What needs to be done:
Pick out every line of the entries below where "roads" occurs, and copy those lines.

Exercise data:
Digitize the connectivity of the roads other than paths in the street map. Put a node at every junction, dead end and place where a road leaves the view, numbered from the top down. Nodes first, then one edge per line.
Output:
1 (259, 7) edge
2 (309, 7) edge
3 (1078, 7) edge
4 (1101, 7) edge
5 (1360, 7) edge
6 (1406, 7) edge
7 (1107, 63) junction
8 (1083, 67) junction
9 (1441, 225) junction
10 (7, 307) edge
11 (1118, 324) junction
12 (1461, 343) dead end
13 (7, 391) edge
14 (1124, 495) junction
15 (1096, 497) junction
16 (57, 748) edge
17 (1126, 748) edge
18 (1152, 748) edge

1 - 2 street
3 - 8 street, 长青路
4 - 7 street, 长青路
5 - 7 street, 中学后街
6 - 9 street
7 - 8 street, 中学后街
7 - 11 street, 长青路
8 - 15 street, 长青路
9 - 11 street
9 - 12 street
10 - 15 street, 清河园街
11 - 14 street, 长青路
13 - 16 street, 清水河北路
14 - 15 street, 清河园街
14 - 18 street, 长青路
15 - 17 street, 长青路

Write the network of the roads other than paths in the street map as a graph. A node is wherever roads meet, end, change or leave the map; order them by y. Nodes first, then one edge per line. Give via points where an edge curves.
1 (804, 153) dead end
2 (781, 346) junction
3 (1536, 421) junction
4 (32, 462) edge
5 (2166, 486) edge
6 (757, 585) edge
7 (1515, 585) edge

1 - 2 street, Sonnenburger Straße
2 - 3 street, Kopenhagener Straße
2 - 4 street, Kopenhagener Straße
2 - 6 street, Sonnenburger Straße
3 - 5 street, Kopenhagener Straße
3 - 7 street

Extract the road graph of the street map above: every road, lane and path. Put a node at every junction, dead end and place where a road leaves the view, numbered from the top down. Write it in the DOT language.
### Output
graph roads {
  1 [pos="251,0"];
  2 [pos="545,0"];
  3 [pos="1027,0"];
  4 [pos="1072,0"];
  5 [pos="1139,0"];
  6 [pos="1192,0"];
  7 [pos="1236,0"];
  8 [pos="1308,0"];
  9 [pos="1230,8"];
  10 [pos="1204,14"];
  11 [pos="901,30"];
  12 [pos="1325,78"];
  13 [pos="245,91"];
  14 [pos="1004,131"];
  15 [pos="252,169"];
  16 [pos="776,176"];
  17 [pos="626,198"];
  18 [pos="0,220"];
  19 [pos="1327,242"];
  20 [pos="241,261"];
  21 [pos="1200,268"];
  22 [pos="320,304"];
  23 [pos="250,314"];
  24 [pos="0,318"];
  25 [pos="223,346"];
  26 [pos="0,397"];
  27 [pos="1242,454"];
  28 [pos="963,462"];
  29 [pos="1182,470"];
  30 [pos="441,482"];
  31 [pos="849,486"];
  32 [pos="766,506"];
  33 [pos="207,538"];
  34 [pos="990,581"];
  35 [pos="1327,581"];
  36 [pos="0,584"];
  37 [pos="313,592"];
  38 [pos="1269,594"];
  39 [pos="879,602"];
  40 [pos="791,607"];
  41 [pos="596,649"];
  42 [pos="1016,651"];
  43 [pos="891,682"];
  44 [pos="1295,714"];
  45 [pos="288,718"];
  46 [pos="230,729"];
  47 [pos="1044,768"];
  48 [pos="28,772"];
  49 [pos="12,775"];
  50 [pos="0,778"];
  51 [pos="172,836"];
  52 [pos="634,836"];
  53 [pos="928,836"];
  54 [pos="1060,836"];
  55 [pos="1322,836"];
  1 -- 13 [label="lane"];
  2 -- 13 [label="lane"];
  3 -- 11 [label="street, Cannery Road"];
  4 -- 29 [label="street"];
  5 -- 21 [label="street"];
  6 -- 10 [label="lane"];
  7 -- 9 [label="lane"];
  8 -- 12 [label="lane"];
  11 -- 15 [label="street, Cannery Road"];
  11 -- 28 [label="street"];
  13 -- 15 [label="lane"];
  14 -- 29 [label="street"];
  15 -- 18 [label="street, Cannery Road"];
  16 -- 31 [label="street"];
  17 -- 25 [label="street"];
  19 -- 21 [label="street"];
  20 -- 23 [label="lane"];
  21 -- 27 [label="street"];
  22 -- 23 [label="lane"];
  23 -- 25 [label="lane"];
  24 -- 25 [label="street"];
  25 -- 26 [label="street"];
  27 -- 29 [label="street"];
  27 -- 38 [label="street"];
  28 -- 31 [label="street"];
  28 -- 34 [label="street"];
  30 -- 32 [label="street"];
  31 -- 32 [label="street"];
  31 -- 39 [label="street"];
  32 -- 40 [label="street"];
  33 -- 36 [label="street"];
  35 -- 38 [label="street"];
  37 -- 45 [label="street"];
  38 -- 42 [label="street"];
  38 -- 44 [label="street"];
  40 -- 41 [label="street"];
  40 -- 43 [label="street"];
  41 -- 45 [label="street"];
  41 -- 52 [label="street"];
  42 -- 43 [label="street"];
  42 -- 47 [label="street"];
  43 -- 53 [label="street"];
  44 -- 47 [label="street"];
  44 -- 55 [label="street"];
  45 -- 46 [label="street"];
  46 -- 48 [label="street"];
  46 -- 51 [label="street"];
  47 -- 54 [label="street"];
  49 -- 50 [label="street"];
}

Answer:
Digitize the connectivity of the roads other than paths in the street map. Put a node at every junction, dead end and place where a road leaves the view, numbered from the top down. Nodes first, then one edge per line.
Write the network of the roads other than paths in the street map as a graph. A node is wherever roads meet, end, change or leave the map; order them by y. Nodes first, then one edge per line. Give via points where an edge curves.
graph roads {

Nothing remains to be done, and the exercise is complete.